Do you have a plan for this year? If you don’t, no worries. Start one today. If you follow it with care, you’ll finish the year strong. Here are some ideas to consider:
Grow Your TAS
Most answering service owners and managers want to grow their business. No one wants to command a sinking ship. And few people enjoy working for a business that’s just floating along. No, we want to watch sales and revenue trend upward.
Your growth goal can be a percentage or a net number of new clients. You can make it aggressive or stay conservative. The main thing is to pursue an increase in size. This isn’t because bigger is better, but for economies of scale and increased revenue.
Every leader is surrounded with opportunities. The problem is seizing them. Too often, especially in the TAS industry, the focus becomes on dealing with the day-to-day, leaving no time for tomorrow, let alone the rest of the year.
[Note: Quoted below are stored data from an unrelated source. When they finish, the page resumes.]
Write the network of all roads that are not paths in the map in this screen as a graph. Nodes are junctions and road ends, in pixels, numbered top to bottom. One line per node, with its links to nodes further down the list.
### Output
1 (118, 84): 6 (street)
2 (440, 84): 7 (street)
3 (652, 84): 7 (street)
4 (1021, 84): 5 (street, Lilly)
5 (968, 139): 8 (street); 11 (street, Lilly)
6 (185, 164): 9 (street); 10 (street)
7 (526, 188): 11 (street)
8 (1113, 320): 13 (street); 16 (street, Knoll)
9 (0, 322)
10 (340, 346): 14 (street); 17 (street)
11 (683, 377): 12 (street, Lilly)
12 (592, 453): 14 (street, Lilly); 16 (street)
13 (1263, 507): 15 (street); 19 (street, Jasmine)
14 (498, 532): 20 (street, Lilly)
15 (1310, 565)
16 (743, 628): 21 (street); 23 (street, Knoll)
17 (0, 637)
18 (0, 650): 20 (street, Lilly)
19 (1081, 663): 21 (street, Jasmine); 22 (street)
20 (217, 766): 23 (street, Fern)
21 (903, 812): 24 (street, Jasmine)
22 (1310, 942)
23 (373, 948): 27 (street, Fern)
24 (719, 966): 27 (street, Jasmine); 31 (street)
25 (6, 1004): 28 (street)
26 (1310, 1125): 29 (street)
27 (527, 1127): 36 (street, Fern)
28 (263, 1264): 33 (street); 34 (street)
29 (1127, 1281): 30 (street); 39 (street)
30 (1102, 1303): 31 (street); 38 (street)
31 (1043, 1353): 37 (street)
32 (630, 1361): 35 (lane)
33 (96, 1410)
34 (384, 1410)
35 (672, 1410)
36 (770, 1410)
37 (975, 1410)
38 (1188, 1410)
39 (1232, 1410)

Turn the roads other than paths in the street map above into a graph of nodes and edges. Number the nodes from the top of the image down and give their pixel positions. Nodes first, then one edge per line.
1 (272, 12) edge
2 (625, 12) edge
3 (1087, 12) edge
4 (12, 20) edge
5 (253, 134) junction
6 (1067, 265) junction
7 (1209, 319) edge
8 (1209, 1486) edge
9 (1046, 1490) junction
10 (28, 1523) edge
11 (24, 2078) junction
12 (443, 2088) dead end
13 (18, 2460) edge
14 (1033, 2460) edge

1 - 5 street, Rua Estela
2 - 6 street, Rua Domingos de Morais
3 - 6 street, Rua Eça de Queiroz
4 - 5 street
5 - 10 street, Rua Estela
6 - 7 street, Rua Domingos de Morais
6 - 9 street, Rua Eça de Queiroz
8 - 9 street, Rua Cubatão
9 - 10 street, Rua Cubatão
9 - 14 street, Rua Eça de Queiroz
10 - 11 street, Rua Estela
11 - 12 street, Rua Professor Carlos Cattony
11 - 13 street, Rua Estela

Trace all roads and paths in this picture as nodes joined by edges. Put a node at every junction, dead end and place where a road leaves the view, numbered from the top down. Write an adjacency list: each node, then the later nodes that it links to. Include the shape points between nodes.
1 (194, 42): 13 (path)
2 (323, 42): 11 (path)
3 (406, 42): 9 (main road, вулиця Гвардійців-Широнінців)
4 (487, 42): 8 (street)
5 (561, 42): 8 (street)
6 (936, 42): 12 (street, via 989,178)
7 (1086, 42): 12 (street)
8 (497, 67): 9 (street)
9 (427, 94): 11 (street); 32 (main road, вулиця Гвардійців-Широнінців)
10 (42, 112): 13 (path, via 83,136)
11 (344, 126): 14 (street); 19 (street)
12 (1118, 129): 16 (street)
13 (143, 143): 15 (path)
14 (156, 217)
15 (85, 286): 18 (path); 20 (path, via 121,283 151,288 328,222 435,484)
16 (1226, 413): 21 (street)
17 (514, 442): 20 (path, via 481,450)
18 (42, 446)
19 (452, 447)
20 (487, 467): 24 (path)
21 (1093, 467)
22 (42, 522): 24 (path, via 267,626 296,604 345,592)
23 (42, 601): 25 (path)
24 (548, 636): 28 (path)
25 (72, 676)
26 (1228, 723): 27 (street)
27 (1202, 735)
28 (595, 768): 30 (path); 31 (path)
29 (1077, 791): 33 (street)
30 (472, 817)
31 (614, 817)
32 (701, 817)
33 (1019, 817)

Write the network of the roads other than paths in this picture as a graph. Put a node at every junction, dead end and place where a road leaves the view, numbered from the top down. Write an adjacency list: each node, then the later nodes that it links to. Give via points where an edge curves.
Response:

These opportunities could include pursuing a new market, making an acquisition, or investing in technology. It might be time to reorganize your business, streamline operations, or overhaul sales and marketing. You can’t tackle all these items. That would be impossible. However, you can pursue one or maybe two. But if you don’t make it part of your annual plan, it’s likely you’ll never get around to it.
Just as there are opportunities all around us, we also have problems. (I often euphemistically call problems, opportunities. Because they are.) Problems seldom go away on their own. Instead they fester, getting bigger and badder with time. Pick the largest problem facing your TAS, and make it your goal to eliminate that problem this year.
Hire Key Staff
Most answering services are in a constant state of hiring. Because of the need to keep a full schedule of trained employees, it’s hard to divert attention to mid and upper-level management concerns. But we must. Should you add a position? Do you need to find a replacement for one person, so you can later promote them? Is there some work you should offload to give you more time to lead, strategize, and succeed?
As you plan for this year, don’t get carried away. Keep it simple. Make it attainable. Then by years’ end you can take inventory and celebrate the great things you accomplished.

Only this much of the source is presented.